Rendi-Wagner: Richtige/falsche Frau am richtigen/falschen Platz?
Die perfekte SPÖ-Chefin wäre eine Mischung aus Michael Ludwig und Hans Peter Doskozil - inhaltlich, versteht sich. Sie käme am Land ähnlich gut an wie in der Stadt, wäre ein bisserl weltoffen, aber nur so weit, dass sie sich nicht den Vorwurf einhandelt, sie mache "pseudolinke Politik".Sie wäre ein wenig modern, aber nur so weit, dass sie sozialdemokratische Heiligtümer nicht andiskutiert. Außerdem säße die perfekte SPÖ-Chefin nicht als Oppositionsführerin im Nationalrat - sondern im Kanzleramt. Oder sie hätte zumindest eine realistische Perspektive auf einen baldigen Jobantritt am Wiener Ballhausplatz. Die perfekte SPÖ-Chefin existiert natürlich nicht. Aber wie weit erfüllt Pamela Rendi-Wagner die Anforderungen, die von ihrer Partei an eine Vorsitzende gestellt werden?

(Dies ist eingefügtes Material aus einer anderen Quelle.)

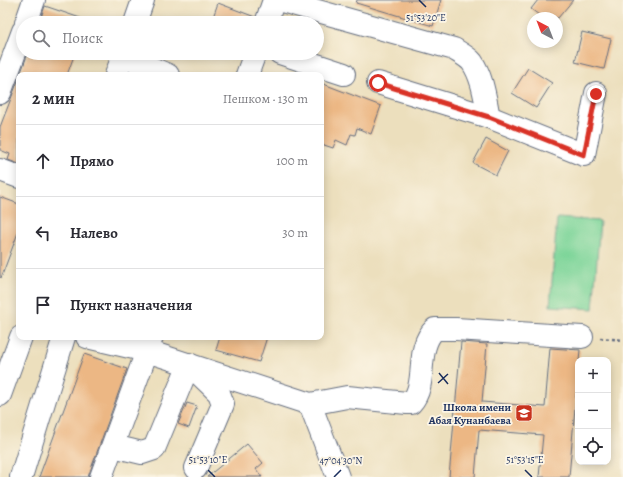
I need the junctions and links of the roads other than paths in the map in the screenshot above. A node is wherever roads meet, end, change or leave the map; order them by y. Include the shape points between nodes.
1 (34, 0) edge
2 (143, 0) edge
3 (274, 0) edge
4 (278, 0) edge
5 (28, 16) edge
6 (137, 16) edge
7 (268, 16) edge
8 (16, 50) edge
9 (252, 60) edge
10 (301, 60) edge
11 (121, 61) edge
12 (158, 72) edge
13 (248, 72) edge
14 (344, 74) dead end
15 (378, 83) dead end
16 (0, 93) edge
17 (596, 94) dead end
18 (489, 117) junction
19 (0, 170) edge
20 (16, 176) edge
21 (582, 337) road end
22 (20, 340) edge
23 (63, 340) edge
24 (114, 340) edge
25 (150, 344) edge
26 (189, 364) junction
27 (0, 395) edge
28 (310, 404) junction
29 (113, 446) junction
30 (196, 468) dead end
31 (21, 477) edge
32 (101, 477) edge
33 (338, 477) edge

1 - 5 main road
2 - 6 main road
3 - 7 main road
4 - 18 main road via 454,49 471,61 478,74
8 - 16 main road
9 - 13 main road
10 - 14 main road
11 - 12 main road
15 - 18 main road
17 - 18 main road via 584,155
19 - 20 main road
21 - 28 main road via 435,329 429,335 423,350 417,396 411,403 346,397
22 - 27 main road
23 - 31 main road
24 - 25 main road
25 - 26 main road
25 - 29 main road
26 - 28 main road
26 - 29 main road via 154,449 142,454
26 - 30 main road via 219,393 223,404
28 - 33 main road
29 - 32 main road

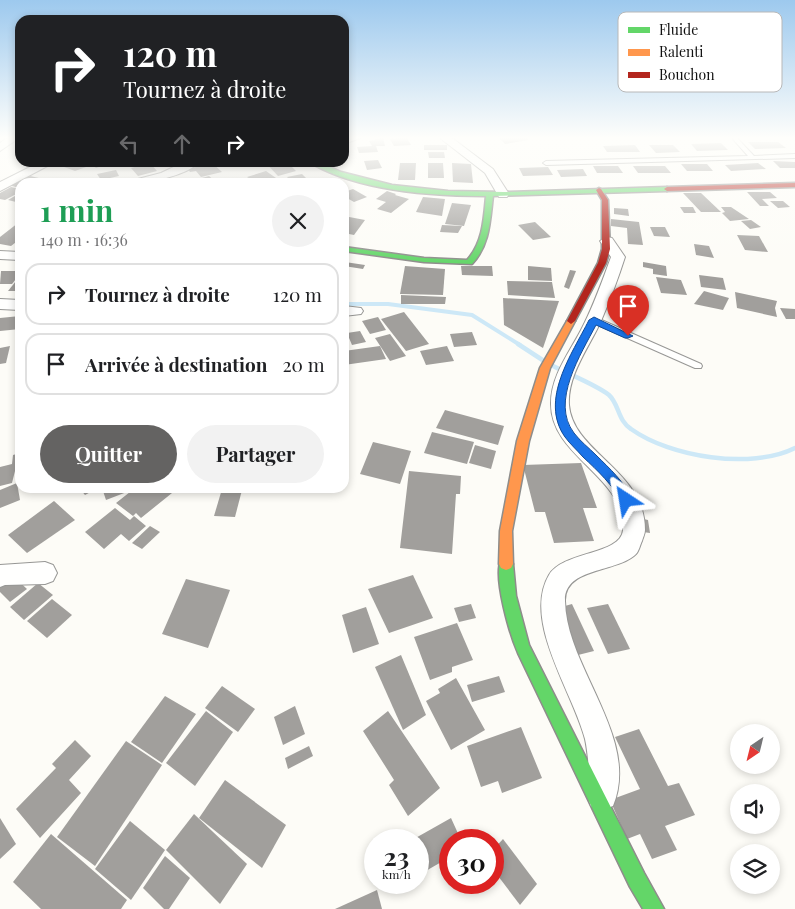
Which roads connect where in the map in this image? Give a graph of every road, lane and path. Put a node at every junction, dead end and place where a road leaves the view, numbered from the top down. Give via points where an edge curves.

Schmerzgrenze: 100 Prozent
Eines muss man Rendi-Wagner lassen: Ein Glaskinn hat sie nicht. Egal ob die Attacken von Gegnern oder Parteifreunden kommen, die Frau hat eine enorm hohe Toleranzschwelle. Und die braucht sie auch. Immer wieder wurde öffentlich über ihren Rücktritt spekuliert. Nach der krachenden Niederlage bei den Nationalratswahlen 2019 (21 Prozent, minus sechs Prozentpunkte). Nach der Kündigung von 27 Mitarbeitern aus der Parteizentrale. Nach Leaks von Dokumenten aus dem Innersten der Partei, die belegten, dass Rendi-Wagner monatelang ihre Parteisteuer nicht gezahlt hatte. Nach Gerüchten, das Ergebnis der SPÖ-Mitgliederbefragung sei gefälscht. Und jetzt, nach dem-freundlich ausgedrückt-bescheidenen Ergebnis beim Parteitag in Wien, bei dem Rendi-Wagner auf nur 75 Prozent Zustimmung kam. "Warum tun Sie sich das eigentlich an?"ist eine der beliebtesten Interviewfragen an Rendi-Wagner. Wenn Journalisten Mitleid mit Politikerinnen haben, ist das freilich selten ein gutes Zeichen.
G'spür: 30 Prozent
Michael Ludwig ist ein geübter Basisflüsterer. Noch bevor er zum Wiener SPÖ-Chef gewählt wurde, lief er bei Parteiveranstaltungen mit einem kleinen Notizblock herum und notierte geduldig die Anliegen der Funktionäre. Ein großer Vorsitzender braucht ein Sensorium für die kleinen Befindlichkeiten. Rendi-Wagner entspricht als Anti-Apparatschik zwar dem Zeitgeist, innerparteiliche Logiken hat sie allerdings kaum verinnerlicht. Bei einem profil-Rundruf durch die SPÖ kam ein Vorwurf besonders oft: "Rendi-Wagner ist vor dem Parteitag nicht auf die Länder zugegangen." Ein hochrangiger Funktionär: "Das ist wie im Wahlkampf. Es bringt nichts, wenn du nur kurz vor der Wahl Hausbesuche machst. Du musst auch in Friedenszeiten bei den Delegierten vorbeischauen." Der Konter von SPÖ-Geschäftsführer Christian Deutsch: "Jene, die beklagen, wir hätten uns zu wenig anschauen lassen in den Ländern, haben vergessen, dass wir mitten in einer Pandemie steckten. Sogar Ortsparteien haben nur online getagt."An Videokonferenzen habe Rendi-Wagner selbstverständlich teilgenommen. Punkt für Rendi-Wagner: Mit Tirols Parteichef Georg Dornauer konnte sie einen ihrer früheren Kritiker besänftigen - inzwischen prangt ihr Plakat sogar auf der Tiroler SPÖ-Zentrale.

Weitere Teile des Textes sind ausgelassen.